- Opening Delimiter -
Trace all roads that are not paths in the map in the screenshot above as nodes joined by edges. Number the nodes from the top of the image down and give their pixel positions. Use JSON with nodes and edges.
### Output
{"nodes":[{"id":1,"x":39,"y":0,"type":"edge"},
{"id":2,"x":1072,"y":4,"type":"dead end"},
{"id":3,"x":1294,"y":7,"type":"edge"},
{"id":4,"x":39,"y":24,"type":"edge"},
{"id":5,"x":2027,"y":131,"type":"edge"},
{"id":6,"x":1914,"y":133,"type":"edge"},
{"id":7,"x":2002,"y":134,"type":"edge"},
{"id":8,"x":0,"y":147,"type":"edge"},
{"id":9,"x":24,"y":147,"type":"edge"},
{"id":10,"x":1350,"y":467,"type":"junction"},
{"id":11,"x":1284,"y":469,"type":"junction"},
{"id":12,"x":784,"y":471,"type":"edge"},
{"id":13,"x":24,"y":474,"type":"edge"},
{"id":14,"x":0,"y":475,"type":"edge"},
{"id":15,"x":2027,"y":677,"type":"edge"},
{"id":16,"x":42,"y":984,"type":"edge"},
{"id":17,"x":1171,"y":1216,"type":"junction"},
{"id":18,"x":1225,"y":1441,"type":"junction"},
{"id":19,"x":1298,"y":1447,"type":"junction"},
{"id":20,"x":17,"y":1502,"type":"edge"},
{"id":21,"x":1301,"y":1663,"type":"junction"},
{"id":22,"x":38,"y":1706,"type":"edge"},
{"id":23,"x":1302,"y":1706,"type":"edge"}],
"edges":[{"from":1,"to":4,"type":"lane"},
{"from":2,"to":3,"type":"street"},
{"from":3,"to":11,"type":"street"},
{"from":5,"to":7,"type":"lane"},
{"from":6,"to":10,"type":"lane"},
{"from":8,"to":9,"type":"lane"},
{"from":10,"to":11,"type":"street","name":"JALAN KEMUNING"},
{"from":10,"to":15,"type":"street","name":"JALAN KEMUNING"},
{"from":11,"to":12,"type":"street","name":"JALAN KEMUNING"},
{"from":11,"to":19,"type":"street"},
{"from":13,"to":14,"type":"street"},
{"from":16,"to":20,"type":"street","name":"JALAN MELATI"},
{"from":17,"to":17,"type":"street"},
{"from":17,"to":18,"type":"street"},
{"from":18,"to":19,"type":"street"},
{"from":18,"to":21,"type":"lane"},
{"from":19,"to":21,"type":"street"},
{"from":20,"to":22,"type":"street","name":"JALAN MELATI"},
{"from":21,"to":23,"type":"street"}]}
- Closing Delimiter -
**TASK INSTRUCTIONS**
For the records above, state how many lines include "lane", giving no more than the number.

**RESULT**
5